Repeat verbatim, and only, the lines of the data below, beginning at the line that contains "ring pip: (829, 867)" and stopping after the line that contains "pinky tip: (1145, 815)".

Segment Open

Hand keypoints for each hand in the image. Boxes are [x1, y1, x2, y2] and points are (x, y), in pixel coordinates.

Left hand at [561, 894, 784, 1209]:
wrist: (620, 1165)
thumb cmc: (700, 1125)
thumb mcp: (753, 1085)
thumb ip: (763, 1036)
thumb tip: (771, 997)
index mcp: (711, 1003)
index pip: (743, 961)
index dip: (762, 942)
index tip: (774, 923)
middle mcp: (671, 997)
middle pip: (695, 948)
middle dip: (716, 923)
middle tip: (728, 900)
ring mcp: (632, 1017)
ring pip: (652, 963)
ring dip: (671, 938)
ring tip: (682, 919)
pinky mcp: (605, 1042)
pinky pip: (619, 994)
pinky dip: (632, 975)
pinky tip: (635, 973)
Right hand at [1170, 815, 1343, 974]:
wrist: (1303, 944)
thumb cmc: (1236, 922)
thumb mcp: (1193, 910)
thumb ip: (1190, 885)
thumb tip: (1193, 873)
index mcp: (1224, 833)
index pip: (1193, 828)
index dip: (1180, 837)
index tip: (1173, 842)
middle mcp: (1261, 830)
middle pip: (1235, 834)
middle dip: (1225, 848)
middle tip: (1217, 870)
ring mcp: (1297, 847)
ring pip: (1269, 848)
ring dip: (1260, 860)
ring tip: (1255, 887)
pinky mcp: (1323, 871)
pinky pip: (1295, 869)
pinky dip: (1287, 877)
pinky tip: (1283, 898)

Segment Closed
Segment Open

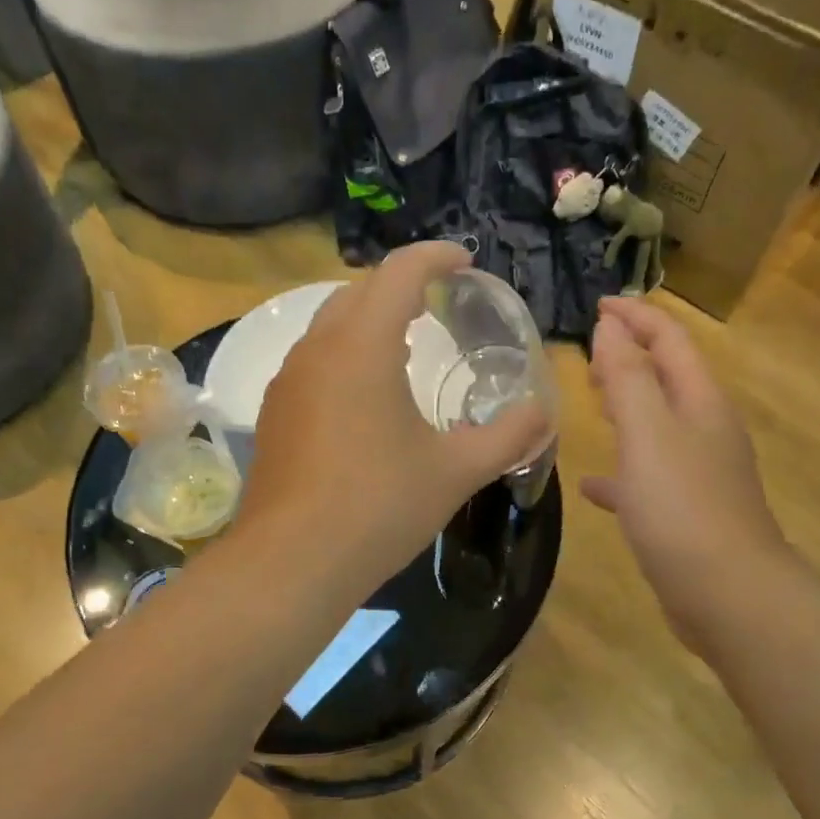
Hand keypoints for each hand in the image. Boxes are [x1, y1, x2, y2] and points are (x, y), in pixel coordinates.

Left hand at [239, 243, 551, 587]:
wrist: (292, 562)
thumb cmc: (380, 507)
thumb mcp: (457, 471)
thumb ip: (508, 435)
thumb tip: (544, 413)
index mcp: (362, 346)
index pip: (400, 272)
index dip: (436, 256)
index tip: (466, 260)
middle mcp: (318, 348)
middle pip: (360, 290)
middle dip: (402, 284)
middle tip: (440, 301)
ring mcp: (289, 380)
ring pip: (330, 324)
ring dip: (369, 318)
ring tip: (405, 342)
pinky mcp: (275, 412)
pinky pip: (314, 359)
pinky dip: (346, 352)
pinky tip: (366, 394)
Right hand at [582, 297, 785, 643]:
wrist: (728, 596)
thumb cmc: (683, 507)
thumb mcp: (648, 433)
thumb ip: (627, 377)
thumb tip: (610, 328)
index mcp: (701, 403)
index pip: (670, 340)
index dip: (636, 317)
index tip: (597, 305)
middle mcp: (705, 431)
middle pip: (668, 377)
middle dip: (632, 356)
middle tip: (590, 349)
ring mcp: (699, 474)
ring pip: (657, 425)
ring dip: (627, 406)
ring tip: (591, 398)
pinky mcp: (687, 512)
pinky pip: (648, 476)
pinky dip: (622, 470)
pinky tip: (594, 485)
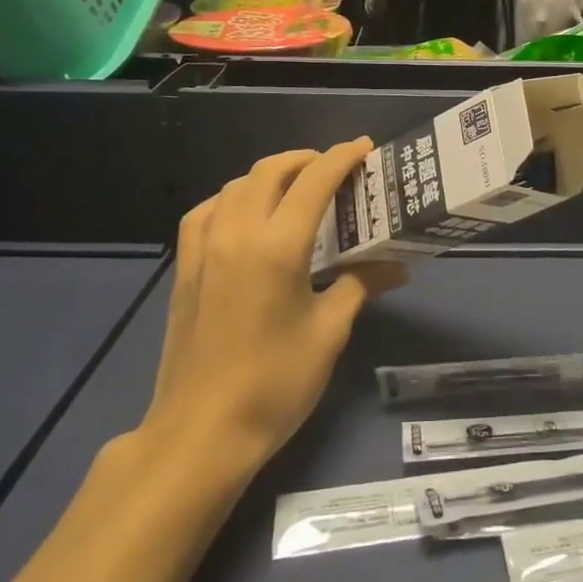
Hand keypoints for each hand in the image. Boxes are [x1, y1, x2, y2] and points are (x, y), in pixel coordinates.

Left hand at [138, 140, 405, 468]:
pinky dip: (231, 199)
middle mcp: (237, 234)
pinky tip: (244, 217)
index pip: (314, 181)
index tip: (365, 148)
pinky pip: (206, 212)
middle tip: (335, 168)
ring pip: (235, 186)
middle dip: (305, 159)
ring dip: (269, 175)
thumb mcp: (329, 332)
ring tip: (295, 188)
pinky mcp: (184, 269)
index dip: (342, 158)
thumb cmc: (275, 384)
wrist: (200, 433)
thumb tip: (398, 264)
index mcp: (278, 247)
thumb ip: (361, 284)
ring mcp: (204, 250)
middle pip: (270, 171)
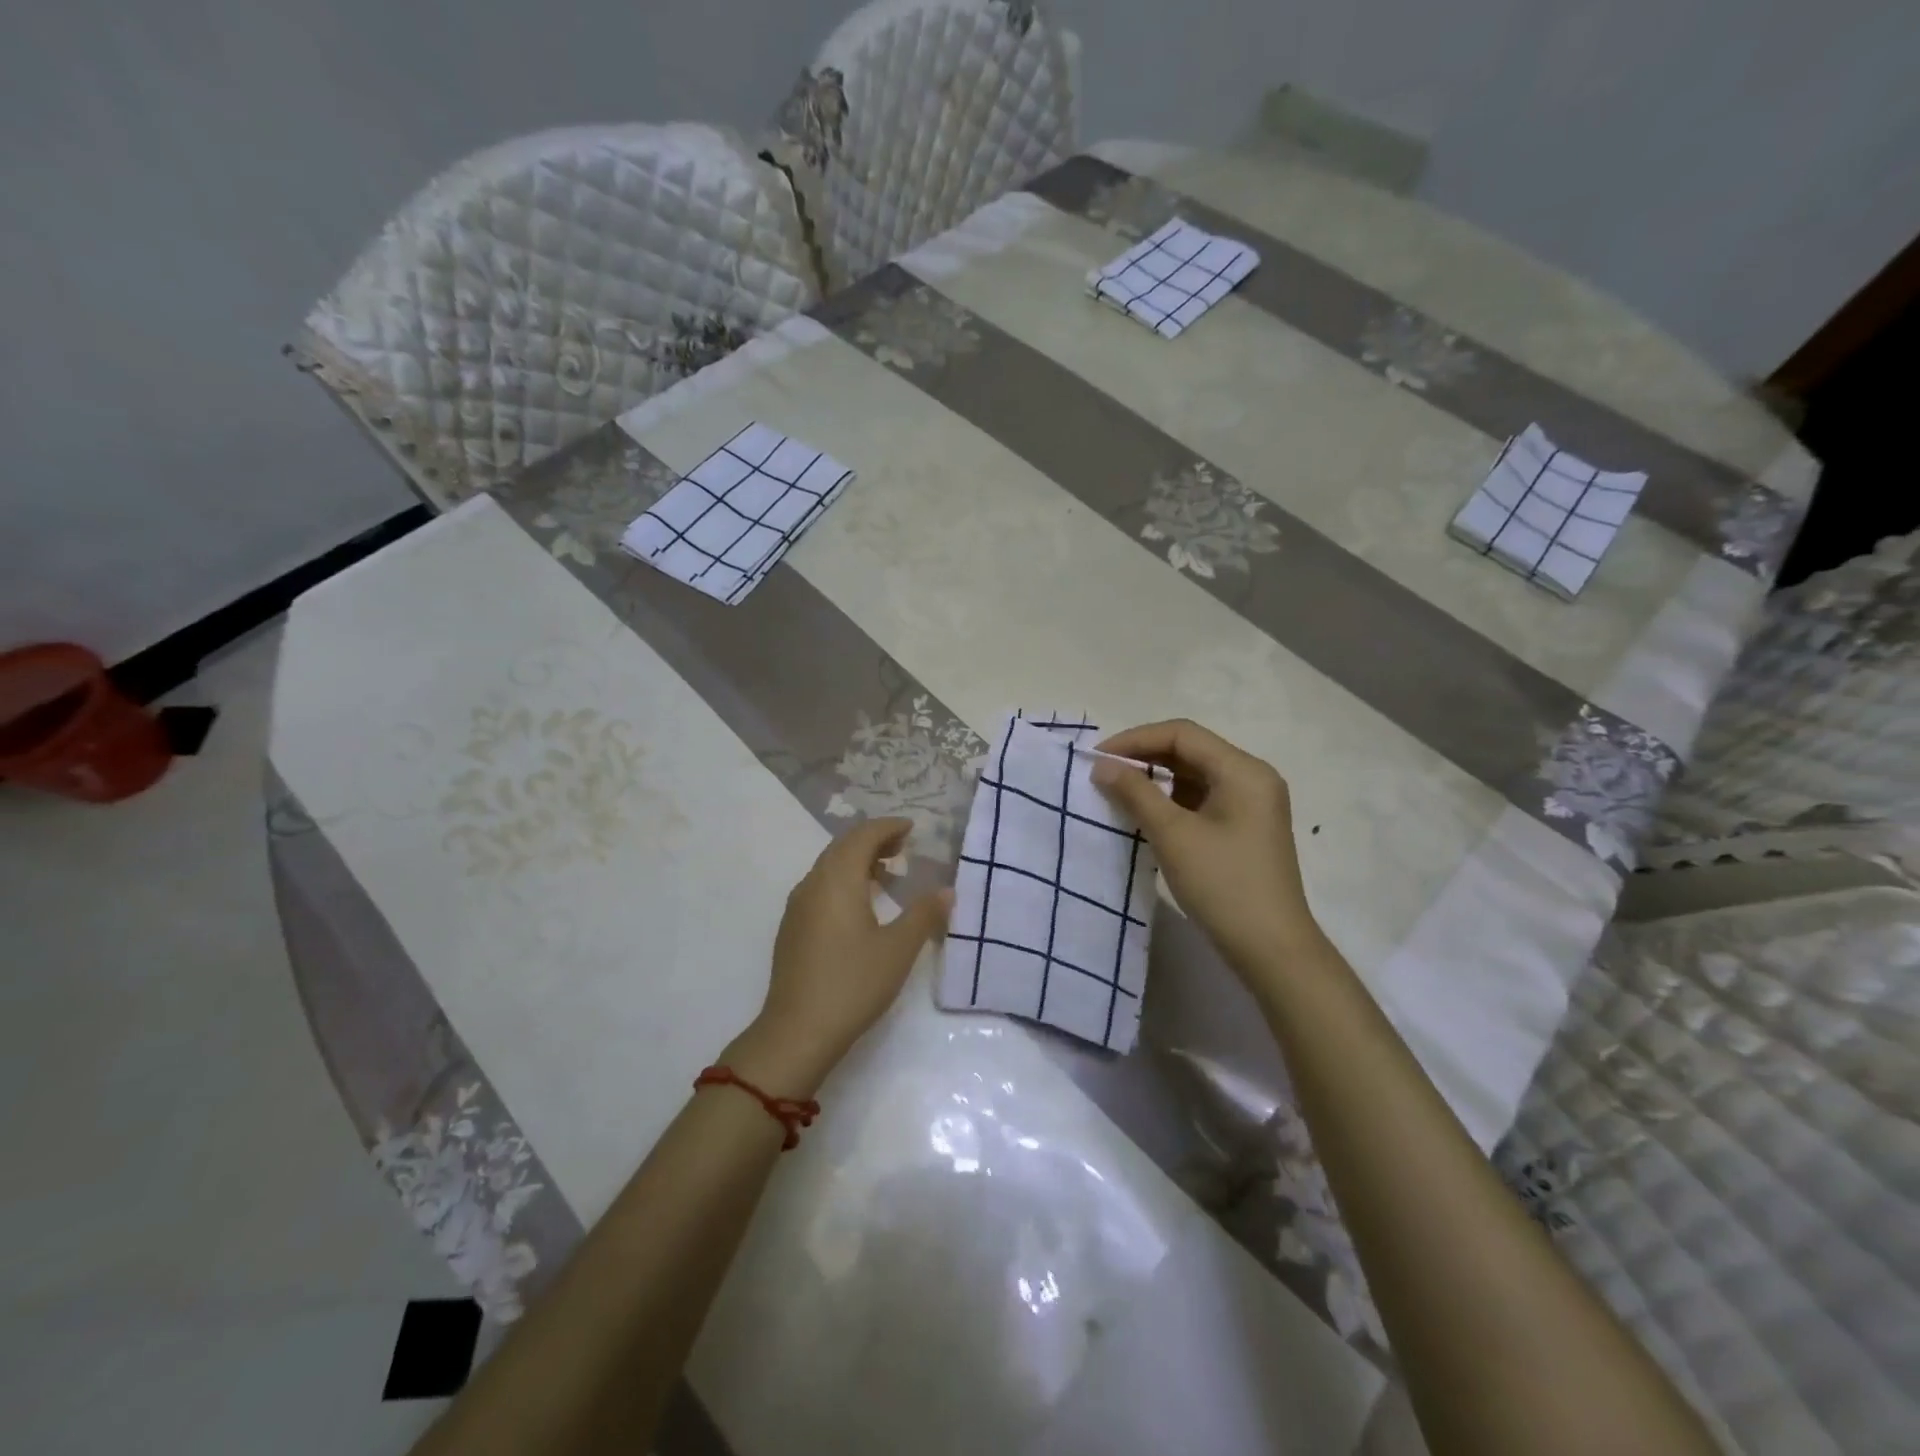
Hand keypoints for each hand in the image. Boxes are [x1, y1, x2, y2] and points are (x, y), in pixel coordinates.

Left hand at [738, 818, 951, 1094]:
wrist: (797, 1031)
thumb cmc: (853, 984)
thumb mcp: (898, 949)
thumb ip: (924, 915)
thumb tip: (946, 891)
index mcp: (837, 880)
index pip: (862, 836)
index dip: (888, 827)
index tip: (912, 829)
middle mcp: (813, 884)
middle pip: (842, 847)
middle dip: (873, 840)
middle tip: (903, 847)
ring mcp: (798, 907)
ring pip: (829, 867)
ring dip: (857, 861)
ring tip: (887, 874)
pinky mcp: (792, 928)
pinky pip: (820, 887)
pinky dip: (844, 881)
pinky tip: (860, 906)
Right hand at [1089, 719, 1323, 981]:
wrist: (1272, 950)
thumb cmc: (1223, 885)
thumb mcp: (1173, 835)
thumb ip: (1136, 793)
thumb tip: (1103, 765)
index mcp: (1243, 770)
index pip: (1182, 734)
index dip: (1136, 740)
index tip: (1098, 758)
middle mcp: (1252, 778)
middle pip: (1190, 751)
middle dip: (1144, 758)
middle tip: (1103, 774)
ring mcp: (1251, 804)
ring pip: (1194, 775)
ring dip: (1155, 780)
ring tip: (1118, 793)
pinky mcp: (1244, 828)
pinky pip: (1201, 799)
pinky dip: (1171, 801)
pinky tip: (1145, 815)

Segment Closed
Segment Open

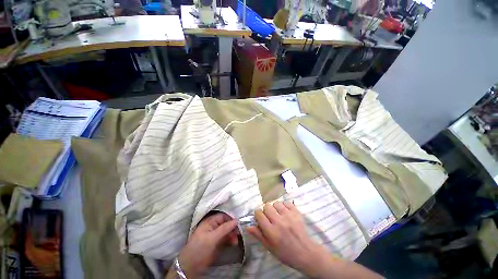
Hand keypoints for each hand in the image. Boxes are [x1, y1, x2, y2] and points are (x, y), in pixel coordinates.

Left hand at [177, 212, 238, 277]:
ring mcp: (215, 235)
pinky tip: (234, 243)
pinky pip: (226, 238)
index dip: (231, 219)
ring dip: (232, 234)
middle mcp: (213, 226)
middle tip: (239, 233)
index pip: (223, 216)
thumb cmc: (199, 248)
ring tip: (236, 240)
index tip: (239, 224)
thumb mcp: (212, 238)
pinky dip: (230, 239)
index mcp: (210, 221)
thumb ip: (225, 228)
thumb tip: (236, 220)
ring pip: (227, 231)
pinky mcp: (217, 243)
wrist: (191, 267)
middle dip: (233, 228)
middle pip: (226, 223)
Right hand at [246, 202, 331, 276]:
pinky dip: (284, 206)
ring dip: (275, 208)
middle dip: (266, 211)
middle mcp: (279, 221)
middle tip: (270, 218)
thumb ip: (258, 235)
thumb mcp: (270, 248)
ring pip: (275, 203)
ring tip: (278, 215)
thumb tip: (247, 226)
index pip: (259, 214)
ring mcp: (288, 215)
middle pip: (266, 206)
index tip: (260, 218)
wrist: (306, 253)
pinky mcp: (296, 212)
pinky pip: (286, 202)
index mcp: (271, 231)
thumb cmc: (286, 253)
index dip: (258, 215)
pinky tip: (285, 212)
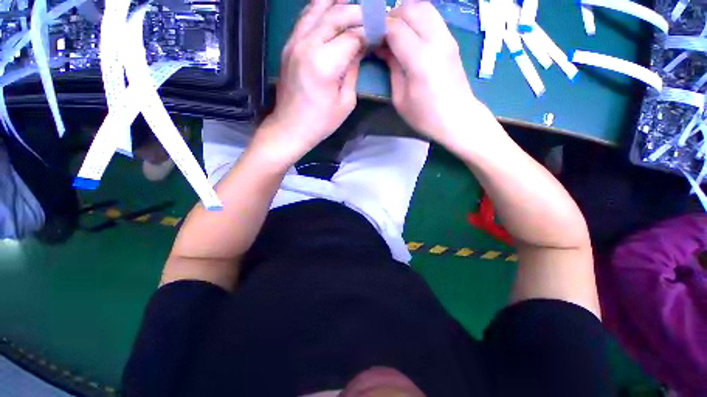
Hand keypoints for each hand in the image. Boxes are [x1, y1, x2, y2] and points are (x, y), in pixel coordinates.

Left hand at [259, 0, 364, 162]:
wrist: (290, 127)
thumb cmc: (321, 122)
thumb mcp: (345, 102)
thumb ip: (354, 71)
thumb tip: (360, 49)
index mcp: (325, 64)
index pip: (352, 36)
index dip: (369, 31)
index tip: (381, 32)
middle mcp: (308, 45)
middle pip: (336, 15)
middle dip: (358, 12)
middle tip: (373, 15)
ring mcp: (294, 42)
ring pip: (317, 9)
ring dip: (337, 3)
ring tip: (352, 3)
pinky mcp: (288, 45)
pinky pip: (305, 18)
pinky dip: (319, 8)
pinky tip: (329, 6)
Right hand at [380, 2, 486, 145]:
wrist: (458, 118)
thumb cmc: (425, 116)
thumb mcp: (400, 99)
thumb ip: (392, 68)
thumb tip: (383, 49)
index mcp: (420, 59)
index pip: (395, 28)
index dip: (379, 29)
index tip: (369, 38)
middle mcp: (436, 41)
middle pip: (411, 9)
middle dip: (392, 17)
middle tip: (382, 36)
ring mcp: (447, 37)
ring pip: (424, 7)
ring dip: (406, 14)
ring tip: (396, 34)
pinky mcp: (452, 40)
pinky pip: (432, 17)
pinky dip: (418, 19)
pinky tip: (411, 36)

Segment Closed

• Your solution:
ring pip: (829, 867)
ring dip: (857, 861)
ring tip: (887, 874)
pinky mcp: (792, 928)
pinky pip: (820, 887)
pinky dip: (844, 881)
pinky tip: (860, 906)
Right hand at [1089, 719, 1323, 981]:
wrist: (1272, 950)
thumb cmc: (1223, 885)
thumb mcp: (1173, 835)
thumb ip: (1136, 793)
thumb tip: (1103, 765)
index mcp: (1243, 770)
index pip: (1182, 734)
index dip: (1136, 740)
index tip: (1098, 758)
middle mcp: (1252, 778)
middle pip: (1190, 751)
middle dip: (1144, 758)
middle tip: (1103, 774)
ring mcp: (1251, 804)
ring pip: (1194, 775)
ring dip: (1155, 780)
ring tip: (1118, 793)
pinky mcp: (1244, 828)
pinky pip: (1201, 799)
pinky dip: (1171, 801)
pinky tip: (1145, 815)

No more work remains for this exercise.